Request for GGUF quantization of 'Wan2.1-Fun-V1.1-14B-Control-Camera' model
Could you also perform GGUF quantization for this model? ComfyUI already provides native node support, but there have been no available GGUF models for use. I would greatly appreciate it!
https://huggingface.co/alibaba-pai/Wan2.1-Fun-V1.1-14B-Control-Camera
Ill try it once i ironed out the bugs in my custom node (;
I got it to apply vace patch in runtime, at least to safetensors models in native, ill do more testing though, maybe this can be applied here too!
okay ill try to tackle this quant today, though at first ill upload the 1.3b version, so you can test it, if it works tell me and ill upload the full version soon!
Will take a few hours though
Nvm seems to have been successful, here is the link to the 1.3b version https://huggingface.co/QuantStack/Wan2.1-Fun-V1.1-1.3B-Control-Camera-GGUF
If it works mind give me an example worfklow too?
Should be online soon
Nvm seems to have been successful, here is the link to the 1.3b version https://huggingface.co/QuantStack/Wan2.1-Fun-V1.1-1.3B-Control-Camera-GGUF
If it works mind give me an example worfklow too?

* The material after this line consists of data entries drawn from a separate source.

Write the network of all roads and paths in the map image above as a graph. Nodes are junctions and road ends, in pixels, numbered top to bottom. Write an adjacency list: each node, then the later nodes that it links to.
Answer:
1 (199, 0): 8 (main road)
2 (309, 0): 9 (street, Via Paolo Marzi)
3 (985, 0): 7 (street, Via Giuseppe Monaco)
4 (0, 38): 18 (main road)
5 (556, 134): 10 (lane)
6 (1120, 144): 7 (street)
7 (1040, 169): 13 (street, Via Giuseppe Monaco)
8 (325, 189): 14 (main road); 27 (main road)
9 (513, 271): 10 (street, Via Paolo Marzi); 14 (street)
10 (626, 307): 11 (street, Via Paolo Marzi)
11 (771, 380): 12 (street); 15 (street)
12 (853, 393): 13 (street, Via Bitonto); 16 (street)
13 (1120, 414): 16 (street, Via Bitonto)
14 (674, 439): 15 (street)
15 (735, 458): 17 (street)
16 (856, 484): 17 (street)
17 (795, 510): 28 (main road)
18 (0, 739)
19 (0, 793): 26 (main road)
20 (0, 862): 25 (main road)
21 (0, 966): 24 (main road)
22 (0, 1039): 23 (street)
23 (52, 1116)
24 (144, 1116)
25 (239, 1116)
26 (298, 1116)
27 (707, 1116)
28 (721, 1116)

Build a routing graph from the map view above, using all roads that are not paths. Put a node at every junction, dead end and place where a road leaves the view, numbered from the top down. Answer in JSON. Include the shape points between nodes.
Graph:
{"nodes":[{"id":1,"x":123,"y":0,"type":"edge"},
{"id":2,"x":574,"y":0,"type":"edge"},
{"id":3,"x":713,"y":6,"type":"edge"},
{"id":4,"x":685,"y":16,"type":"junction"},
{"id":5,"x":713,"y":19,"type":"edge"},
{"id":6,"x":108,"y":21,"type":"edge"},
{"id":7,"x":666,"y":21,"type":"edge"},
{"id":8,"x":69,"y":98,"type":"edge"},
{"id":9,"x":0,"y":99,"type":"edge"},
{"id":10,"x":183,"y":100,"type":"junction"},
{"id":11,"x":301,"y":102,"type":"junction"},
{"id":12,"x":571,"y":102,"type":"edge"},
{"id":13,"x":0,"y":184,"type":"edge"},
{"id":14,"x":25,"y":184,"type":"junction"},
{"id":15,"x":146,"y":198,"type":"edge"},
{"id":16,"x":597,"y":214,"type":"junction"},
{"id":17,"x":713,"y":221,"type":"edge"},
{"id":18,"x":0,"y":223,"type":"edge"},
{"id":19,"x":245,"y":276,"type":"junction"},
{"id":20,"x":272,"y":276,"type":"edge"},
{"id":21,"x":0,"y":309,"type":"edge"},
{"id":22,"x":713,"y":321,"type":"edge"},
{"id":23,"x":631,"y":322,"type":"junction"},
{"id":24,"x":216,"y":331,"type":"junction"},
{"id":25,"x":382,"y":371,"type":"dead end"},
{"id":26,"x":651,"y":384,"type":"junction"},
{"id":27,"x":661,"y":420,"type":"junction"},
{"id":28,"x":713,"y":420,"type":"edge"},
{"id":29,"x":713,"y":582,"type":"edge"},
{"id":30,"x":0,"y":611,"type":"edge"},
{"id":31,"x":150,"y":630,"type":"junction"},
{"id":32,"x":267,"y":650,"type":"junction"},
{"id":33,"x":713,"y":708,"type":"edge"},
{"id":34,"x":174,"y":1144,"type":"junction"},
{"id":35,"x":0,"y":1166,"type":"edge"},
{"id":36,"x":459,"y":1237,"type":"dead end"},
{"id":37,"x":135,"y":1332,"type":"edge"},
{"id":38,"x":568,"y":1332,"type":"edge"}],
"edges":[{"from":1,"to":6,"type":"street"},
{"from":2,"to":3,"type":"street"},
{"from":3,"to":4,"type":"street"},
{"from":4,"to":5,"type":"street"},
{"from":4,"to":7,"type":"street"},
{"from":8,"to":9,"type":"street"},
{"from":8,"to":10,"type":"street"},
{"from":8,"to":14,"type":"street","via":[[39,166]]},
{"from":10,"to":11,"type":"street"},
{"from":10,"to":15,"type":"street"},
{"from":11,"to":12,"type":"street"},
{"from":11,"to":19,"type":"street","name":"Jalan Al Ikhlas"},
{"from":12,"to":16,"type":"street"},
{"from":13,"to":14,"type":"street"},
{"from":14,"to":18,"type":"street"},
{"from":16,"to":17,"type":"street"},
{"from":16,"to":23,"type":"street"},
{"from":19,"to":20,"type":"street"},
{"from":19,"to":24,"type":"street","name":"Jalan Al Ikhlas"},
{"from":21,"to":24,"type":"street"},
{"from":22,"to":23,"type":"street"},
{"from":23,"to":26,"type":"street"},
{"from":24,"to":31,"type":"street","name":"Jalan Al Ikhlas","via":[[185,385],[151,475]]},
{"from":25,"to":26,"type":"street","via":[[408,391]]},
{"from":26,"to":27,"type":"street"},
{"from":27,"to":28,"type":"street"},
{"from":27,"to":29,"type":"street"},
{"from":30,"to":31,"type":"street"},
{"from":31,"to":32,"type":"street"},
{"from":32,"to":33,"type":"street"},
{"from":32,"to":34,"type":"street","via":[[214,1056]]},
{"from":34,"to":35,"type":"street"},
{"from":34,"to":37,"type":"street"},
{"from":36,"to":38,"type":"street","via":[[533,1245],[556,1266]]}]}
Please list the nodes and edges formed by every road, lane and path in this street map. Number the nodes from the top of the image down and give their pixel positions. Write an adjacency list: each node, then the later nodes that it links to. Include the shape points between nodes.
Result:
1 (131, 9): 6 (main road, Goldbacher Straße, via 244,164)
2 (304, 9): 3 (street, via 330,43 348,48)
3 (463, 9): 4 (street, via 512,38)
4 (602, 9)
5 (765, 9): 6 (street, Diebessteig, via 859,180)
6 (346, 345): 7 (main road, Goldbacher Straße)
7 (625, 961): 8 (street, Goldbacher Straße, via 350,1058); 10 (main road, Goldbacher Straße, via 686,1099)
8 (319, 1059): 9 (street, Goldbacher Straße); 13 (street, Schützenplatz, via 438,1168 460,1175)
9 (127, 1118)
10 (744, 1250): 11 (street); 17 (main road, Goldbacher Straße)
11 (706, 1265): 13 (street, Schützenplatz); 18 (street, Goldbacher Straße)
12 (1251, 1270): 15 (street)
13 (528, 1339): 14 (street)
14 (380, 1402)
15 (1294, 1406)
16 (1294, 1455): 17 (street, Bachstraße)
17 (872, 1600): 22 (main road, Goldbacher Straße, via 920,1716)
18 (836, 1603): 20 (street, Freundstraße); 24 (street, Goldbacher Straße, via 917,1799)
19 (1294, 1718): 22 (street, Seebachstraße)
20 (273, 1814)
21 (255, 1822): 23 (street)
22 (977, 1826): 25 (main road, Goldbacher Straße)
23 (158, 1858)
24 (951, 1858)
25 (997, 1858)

workflow: https://files.catbox.moe/kx8fwa.json
okay ill try to tackle this quant today, though at first ill upload the 1.3b version, so you can test it, if it works tell me and ill upload the full version soon!
The inference speed of the 1.3B Q8 model is very slow, taking approximately 130s/it on a 4070 Ti. It is unclear what is causing this issue.
The generation of this video took 40 minutes.
This is weird, but the generation itself and the model seem to work, ill convert the main models too then (;
Which exact quant do you want? Im doing other uploads too, so i can fast track that one
Which exact quant do you want? Im doing other uploads too, so i can fast track that one
I'm currently using GGUF-quantized models (such as FLF2V, VACE, and I2V), all of which are Q5_K_M. Since my VRAM is only 12GB, I choose GGUF models with a size of around 12GB.
This is weird, but the generation itself and the model seem to work, ill convert the main models too then (;
A video with 81 frames took over 40 minutes to generate.
Is this due to the lack of optimization for the Control Camera model by Comfy official implementation? I believe that if the generation speed is not optimized, the Control Camera model may lose its practical value.
ill try to upload the q5 today then, maybe its 1.3b specific
Should be online in 40mins https://huggingface.co/QuantStack/Wan2.1-Fun-V1.1-14B-Control-Camera
Unfortunately, the 14B model's inference speed is slower than the 1.3B model.
I believe this model is not usable for regular consumer-grade GPUs.
I suggest you consider abandoning the quantization plan for this model.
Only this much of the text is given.